Inland Sailor by Jacques “Fotofreq” Gudé :

Inland Sailor by Jacques "Fotofreq" Gudé

 

“At first, when I saw this set of brackets, I thought to myself: Oh, No! A landscape shot!  I’m not a landscape dude.  How the heck am I gonna do this?  So, I left them there on my desktop, not sure what I wanted to do to with them.  Fast forward to about a week later, and I was in a Google Hangout with my boys, Rob Hanson and Bob Lussier, I believe a day or two before Thanksgiving.  Heck, I’d completely forgotten about these brackets, when Rob asked something along the lines of: “So, when are you two going to get those brackets done.  No rush, but I wanted to post them RIGHT NOW!”  Ok, so maybe not that moment, but he wanted them soon.  Turns out Bob and I were holding up the crew.  It’s done when it’s done, right?
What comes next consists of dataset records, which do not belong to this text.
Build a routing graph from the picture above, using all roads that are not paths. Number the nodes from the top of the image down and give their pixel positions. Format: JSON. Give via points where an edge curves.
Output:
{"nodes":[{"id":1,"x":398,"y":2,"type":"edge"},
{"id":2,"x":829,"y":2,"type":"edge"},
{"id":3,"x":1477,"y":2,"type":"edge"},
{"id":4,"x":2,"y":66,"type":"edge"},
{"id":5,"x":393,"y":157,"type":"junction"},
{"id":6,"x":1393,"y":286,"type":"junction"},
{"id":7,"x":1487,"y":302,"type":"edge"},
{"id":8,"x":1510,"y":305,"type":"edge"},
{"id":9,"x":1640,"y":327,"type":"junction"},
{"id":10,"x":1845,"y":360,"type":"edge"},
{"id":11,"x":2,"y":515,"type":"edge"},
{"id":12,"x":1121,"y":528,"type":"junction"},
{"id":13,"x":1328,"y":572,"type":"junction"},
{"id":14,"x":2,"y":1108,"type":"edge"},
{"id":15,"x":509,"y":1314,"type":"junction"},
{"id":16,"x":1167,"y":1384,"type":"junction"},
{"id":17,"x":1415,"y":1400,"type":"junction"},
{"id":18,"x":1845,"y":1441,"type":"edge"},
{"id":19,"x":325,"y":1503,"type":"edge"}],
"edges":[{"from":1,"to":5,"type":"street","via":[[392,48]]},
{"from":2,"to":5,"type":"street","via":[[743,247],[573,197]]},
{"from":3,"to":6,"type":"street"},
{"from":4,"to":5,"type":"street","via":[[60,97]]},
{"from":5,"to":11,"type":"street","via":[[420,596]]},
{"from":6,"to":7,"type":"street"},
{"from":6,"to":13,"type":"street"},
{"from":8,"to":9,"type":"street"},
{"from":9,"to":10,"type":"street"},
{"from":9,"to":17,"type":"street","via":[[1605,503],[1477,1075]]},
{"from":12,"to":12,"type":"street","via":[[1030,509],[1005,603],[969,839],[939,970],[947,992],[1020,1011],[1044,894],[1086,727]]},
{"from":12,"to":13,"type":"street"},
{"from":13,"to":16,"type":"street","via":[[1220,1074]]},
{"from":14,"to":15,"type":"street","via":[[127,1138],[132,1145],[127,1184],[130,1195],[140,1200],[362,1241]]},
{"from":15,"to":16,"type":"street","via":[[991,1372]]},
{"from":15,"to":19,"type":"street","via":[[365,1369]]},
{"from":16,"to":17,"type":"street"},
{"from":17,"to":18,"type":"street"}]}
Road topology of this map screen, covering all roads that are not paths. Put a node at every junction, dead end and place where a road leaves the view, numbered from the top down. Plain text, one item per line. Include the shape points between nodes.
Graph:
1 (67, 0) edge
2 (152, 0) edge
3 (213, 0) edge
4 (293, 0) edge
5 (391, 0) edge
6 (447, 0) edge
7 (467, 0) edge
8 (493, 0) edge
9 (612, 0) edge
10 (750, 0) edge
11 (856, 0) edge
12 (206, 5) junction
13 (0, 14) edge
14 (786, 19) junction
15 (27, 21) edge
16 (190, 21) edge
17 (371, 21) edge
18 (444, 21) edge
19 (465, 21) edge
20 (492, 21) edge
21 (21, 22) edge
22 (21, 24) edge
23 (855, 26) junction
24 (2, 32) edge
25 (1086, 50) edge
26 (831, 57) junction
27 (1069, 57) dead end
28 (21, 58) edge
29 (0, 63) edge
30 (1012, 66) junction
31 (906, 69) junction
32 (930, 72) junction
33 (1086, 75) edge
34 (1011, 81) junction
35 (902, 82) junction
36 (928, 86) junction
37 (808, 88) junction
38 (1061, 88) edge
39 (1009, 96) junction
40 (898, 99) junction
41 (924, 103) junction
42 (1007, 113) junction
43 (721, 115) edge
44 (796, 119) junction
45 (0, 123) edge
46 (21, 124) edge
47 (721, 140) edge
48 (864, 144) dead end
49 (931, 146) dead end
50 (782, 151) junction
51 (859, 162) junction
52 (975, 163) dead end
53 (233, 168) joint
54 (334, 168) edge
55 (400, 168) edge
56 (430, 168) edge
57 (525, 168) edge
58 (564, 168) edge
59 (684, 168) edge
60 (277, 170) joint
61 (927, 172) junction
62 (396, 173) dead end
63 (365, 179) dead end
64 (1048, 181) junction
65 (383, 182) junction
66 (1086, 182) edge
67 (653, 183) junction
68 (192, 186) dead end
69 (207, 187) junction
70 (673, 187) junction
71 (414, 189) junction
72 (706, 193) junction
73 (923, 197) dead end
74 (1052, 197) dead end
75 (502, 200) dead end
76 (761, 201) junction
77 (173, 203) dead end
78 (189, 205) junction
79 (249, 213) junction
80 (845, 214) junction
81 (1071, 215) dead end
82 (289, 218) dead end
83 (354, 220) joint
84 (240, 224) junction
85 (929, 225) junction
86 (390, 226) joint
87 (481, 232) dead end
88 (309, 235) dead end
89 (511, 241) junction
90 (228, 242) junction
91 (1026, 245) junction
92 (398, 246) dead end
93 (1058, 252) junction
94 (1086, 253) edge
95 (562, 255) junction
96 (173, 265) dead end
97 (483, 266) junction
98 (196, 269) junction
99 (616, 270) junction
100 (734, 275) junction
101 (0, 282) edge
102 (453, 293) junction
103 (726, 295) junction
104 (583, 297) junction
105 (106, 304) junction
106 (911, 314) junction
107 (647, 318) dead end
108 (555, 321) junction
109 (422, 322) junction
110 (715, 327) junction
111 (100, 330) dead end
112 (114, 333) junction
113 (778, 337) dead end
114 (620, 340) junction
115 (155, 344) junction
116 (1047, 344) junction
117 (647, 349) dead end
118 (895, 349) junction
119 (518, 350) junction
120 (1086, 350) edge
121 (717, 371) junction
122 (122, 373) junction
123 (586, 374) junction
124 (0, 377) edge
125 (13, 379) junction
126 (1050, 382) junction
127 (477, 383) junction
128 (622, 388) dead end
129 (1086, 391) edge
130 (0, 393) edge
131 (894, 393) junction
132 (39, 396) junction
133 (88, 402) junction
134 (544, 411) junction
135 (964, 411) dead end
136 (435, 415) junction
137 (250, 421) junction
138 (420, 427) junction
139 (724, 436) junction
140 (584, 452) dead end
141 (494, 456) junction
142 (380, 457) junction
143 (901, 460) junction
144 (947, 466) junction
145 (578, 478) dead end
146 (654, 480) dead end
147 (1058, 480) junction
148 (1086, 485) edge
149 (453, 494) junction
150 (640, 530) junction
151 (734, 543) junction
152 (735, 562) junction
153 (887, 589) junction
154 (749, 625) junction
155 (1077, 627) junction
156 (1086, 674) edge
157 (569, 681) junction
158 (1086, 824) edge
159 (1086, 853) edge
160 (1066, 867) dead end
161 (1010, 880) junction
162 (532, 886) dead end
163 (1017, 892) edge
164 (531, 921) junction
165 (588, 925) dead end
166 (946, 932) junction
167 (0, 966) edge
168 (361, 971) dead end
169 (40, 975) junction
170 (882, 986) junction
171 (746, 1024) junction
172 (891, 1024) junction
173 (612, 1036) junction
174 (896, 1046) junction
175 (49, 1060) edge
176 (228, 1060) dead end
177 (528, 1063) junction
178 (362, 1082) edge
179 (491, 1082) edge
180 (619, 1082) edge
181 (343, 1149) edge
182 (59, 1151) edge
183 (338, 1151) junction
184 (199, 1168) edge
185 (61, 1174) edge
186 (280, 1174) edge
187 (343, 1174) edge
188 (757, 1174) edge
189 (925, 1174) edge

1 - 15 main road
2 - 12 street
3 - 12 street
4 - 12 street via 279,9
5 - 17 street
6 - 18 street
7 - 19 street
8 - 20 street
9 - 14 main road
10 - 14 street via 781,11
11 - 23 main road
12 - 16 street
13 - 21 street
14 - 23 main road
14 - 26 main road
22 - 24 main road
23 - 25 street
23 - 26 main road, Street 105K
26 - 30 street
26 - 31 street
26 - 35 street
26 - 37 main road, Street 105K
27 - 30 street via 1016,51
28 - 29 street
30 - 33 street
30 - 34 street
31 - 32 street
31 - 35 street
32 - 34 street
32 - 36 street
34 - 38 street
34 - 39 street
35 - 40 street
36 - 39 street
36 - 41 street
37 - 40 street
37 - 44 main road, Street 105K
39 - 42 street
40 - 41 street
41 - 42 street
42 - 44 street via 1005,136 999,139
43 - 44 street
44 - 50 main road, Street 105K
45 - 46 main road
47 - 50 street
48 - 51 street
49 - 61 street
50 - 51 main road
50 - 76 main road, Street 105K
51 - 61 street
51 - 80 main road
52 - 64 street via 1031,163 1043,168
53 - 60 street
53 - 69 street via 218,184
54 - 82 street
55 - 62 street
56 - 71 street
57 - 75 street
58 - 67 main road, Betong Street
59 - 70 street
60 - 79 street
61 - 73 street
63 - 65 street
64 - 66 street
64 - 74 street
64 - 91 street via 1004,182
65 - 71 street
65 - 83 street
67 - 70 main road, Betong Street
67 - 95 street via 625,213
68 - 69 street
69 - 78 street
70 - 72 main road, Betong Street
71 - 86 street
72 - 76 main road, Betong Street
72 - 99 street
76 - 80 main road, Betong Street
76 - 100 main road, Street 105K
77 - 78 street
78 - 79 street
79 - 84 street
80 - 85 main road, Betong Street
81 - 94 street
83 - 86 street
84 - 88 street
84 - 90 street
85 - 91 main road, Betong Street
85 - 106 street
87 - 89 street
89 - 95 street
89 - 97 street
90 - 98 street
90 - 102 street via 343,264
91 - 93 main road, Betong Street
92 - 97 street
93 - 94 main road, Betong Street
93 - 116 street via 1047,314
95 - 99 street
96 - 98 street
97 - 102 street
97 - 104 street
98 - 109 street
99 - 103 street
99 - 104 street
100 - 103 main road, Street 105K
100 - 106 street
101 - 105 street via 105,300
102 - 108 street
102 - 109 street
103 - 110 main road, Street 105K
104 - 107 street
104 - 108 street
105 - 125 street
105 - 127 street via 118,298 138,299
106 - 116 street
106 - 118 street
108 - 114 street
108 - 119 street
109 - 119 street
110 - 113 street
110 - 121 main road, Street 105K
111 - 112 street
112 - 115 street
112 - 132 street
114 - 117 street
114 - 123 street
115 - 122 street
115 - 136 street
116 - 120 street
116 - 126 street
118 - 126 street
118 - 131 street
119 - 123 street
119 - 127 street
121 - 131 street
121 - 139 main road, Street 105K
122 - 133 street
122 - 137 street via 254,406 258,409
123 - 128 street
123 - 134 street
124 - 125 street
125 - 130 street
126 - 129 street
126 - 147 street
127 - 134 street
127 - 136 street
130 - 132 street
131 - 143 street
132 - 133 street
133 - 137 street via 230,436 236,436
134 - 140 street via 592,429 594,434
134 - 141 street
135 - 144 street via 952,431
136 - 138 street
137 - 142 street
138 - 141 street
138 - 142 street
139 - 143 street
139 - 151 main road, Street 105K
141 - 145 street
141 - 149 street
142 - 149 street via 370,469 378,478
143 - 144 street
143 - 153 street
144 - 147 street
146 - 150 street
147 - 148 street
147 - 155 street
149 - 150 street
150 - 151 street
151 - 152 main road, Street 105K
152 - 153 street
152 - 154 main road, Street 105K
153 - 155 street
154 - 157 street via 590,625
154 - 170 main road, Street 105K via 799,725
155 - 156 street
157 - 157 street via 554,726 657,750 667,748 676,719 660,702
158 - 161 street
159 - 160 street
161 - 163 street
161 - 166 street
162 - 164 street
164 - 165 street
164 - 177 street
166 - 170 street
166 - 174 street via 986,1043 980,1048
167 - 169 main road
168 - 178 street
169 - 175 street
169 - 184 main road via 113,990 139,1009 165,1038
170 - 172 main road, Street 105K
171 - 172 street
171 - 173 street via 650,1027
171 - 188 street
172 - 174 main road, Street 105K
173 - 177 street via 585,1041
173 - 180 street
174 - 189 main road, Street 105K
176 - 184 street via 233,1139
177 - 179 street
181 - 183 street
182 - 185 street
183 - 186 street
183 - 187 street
“A couple days later (Black Friday), while most of America (probably exaggerating here, but not much) were out shopping, I found myself a nice “quite” corner in a Starbucks near my hotel and went to work.  I ran the brackets through Photomatix and HATED what I was getting there.  Dang!! What to do?  I know!  DRI (aka Dynamic Range Increase)!  Or at least I think that’s what they call it when you merge (or blend) your brackets together manually.  I’d done this once before, and loved the result.  So I opened all the brackets up in Photoshop CS 5 and went to work, painting in here and painting out there until I had a nice canvas to play with.  I was already digging what I saw and the tunes I was working with (First Hans Zimmer’s Last Samurai soundtrack, and then his Pirates of the Caribbean: At World’s Ends soundtrack.) were REALLY inspiring me.  I used various blend modes to get particular looks I wanted as I my drawing hand danced around my Wacom table: here a brush stroke, there a stroke, everywhere a stroke, stroke).  A little dodge here, a little burn there, and I even learned a few new techniques in Photoshop along the way; that happens when you are after a particular look somewhere on your canvas and are not sure how to go about creating said effect, which is ALWAYS good.  Finally, and I was done, and I was digging what I saw.”

 

Inland Sailor by Mark Gvazdinskas :

Inland Sailor by Mark Gvazdinskas

 

“What a fun set of brackets, Rob! One of my favorite things to do when new brackets are dropped is to blindly put them into Photomatix and drool at the possibilities.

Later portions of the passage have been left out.